(Data supplied begins)
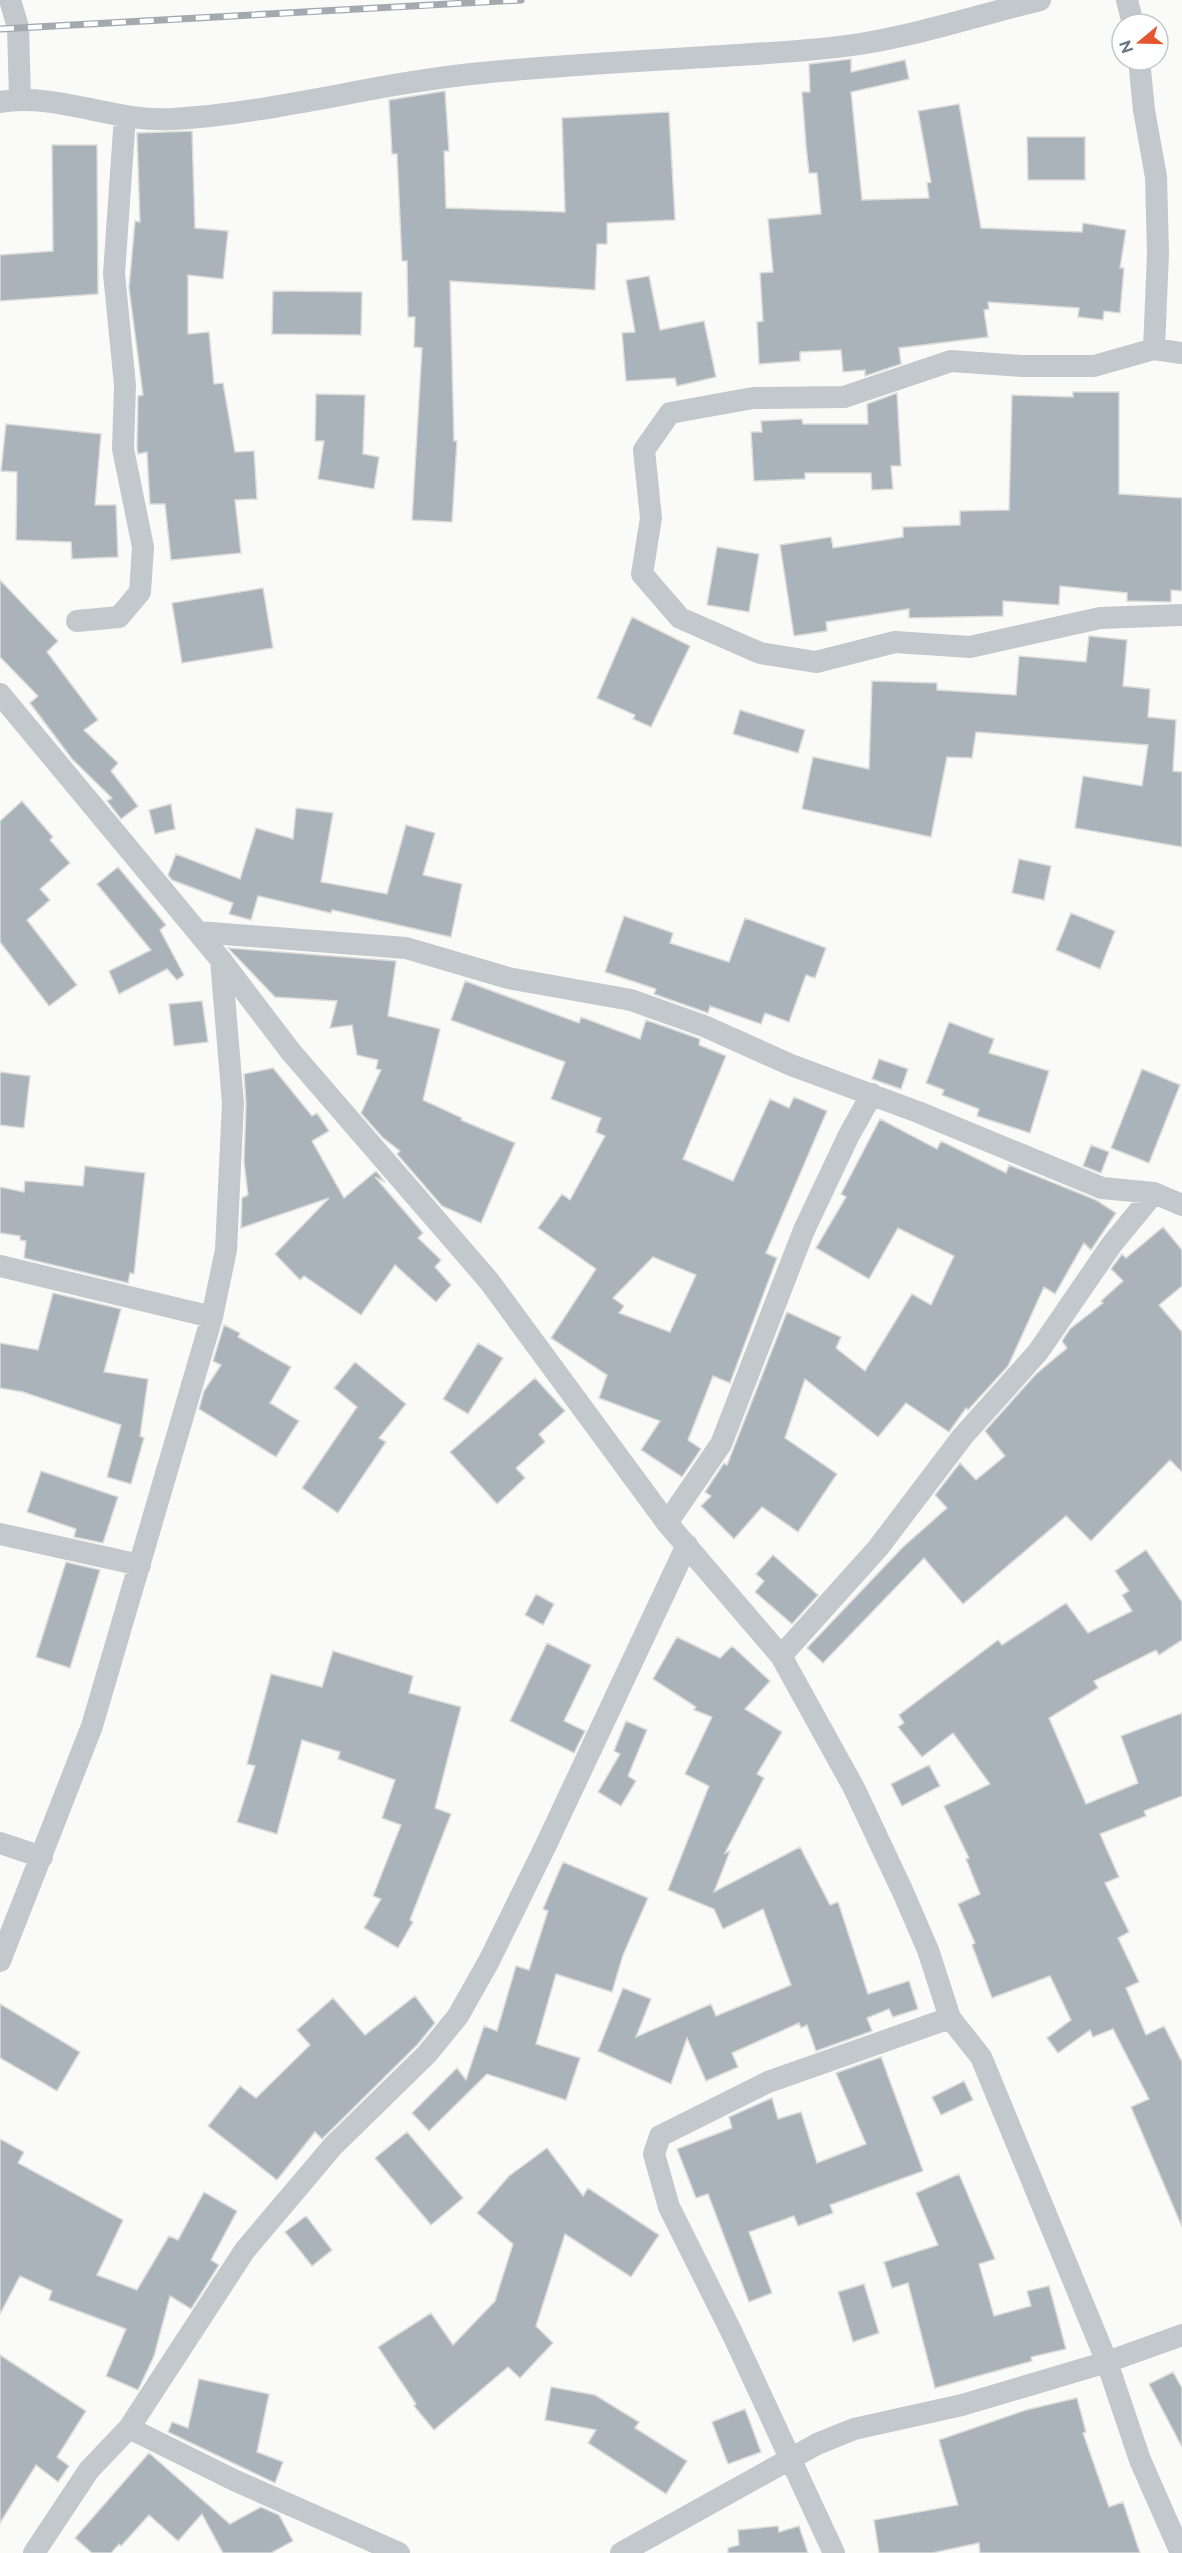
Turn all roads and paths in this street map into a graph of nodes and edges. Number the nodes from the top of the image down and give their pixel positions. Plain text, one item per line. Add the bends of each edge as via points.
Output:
1 (10, 0) edge
2 (1040, 0) edge
3 (1140, 72) edge
4 (10, 100) edge
5 (125, 116) junction
6 (1154, 349) junction
7 (1182, 353) edge
8 (1182, 615) edge
9 (77, 621) dead end
10 (0, 694) edge
11 (198, 932) junction
12 (221, 960) junction
13 (872, 1094) junction
14 (1155, 1193) junction
15 (1182, 1204) edge
16 (0, 1266) edge
17 (212, 1317) junction
18 (668, 1523) junction
19 (0, 1534) edge
20 (687, 1545) junction
21 (140, 1565) junction
22 (781, 1656) junction
23 (0, 1844) edge
24 (42, 1857) junction
25 (0, 1961) edge
26 (950, 2018) junction
27 (1182, 2335) edge
28 (1107, 2362) junction
29 (129, 2428) junction
30 (790, 2459) junction
31 (1175, 2522) edge
32 (34, 2553) edge
33 (399, 2553) edge
34 (621, 2553) edge
35 (834, 2553) edge
36 (1181, 2553) edge

1 - 4 street via 18,27
2 - 5 street via 859,44 480,73 171,120
3 - 6 street via 1156,177
4 - 5 street
5 - 9 street via 114,274 125,385 123,449 143,547 140,592 119,617
6 - 7 street
6 - 8 street via 1094,366 951,361 844,397 753,398 670,413 644,450 651,518 642,574 680,618 760,652 816,662 895,642 970,647 1100,618
10 - 11 street
11 - 12 street
11 - 13 street via 406,948 508,978 631,1000
12 - 17 street via 233,1103 226,1250
12 - 18 street via 291,1052 489,1281
13 - 14 street via 1102,1188
13 - 18 street via 804,1230 721,1444
14 - 15 street
14 - 22 street via 1112,1244 1038,1352 963,1436 878,1548
16 - 17 street
17 - 21 street
18 - 20 street
19 - 21 street
20 - 22 street
20 - 29 street via 545,1847 458,2016 427,2055 333,2146 245,2250
21 - 24 street via 92,1726
22 - 26 street via 854,1788 902,1890 928,1950
23 - 24 street
24 - 25 street
26 - 28 street via 981,2057
26 - 30 street via 768,2082 660,2136 654,2154 669,2207
27 - 28 street
28 - 30 street via 962,2405 854,2428
28 - 31 street via 1140,2460
29 - 32 street via 89,2470
29 - 33 street via 236,2481
30 - 34 street
30 - 35 street
31 - 36 street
(Data supplied ends)
What is needed is an exact printout of all the entries, without the pictures.

_Task output:_
Turn all roads and paths in this street map into a graph of nodes and edges. Number the nodes from the top of the image down and give their pixel positions. Plain text, one item per line. Add the bends of each edge as via points.
Output:
1 (10, 0) edge
2 (1040, 0) edge
3 (1140, 72) edge
4 (10, 100) edge
5 (125, 116) junction
6 (1154, 349) junction
7 (1182, 353) edge
8 (1182, 615) edge
9 (77, 621) dead end
10 (0, 694) edge
11 (198, 932) junction
12 (221, 960) junction
13 (872, 1094) junction
14 (1155, 1193) junction
15 (1182, 1204) edge
16 (0, 1266) edge
17 (212, 1317) junction
18 (668, 1523) junction
19 (0, 1534) edge
20 (687, 1545) junction
21 (140, 1565) junction
22 (781, 1656) junction
23 (0, 1844) edge
24 (42, 1857) junction
25 (0, 1961) edge
26 (950, 2018) junction
27 (1182, 2335) edge
28 (1107, 2362) junction
29 (129, 2428) junction
30 (790, 2459) junction
31 (1175, 2522) edge
32 (34, 2553) edge
33 (399, 2553) edge
34 (621, 2553) edge
35 (834, 2553) edge
36 (1181, 2553) edge

1 - 4 street via 18,27
2 - 5 street via 859,44 480,73 171,120
3 - 6 street via 1156,177
4 - 5 street
5 - 9 street via 114,274 125,385 123,449 143,547 140,592 119,617
6 - 7 street
6 - 8 street via 1094,366 951,361 844,397 753,398 670,413 644,450 651,518 642,574 680,618 760,652 816,662 895,642 970,647 1100,618
10 - 11 street
11 - 12 street
11 - 13 street via 406,948 508,978 631,1000
12 - 17 street via 233,1103 226,1250
12 - 18 street via 291,1052 489,1281
13 - 14 street via 1102,1188
13 - 18 street via 804,1230 721,1444
14 - 15 street
14 - 22 street via 1112,1244 1038,1352 963,1436 878,1548
16 - 17 street
17 - 21 street
18 - 20 street
19 - 21 street
20 - 22 street
20 - 29 street via 545,1847 458,2016 427,2055 333,2146 245,2250
21 - 24 street via 92,1726
22 - 26 street via 854,1788 902,1890 928,1950
23 - 24 street
24 - 25 street
26 - 28 street via 981,2057
26 - 30 street via 768,2082 660,2136 654,2154 669,2207
27 - 28 street
28 - 30 street via 962,2405 854,2428
28 - 31 street via 1140,2460
29 - 32 street via 89,2470
29 - 33 street via 236,2481
30 - 34 street
30 - 35 street
31 - 36 street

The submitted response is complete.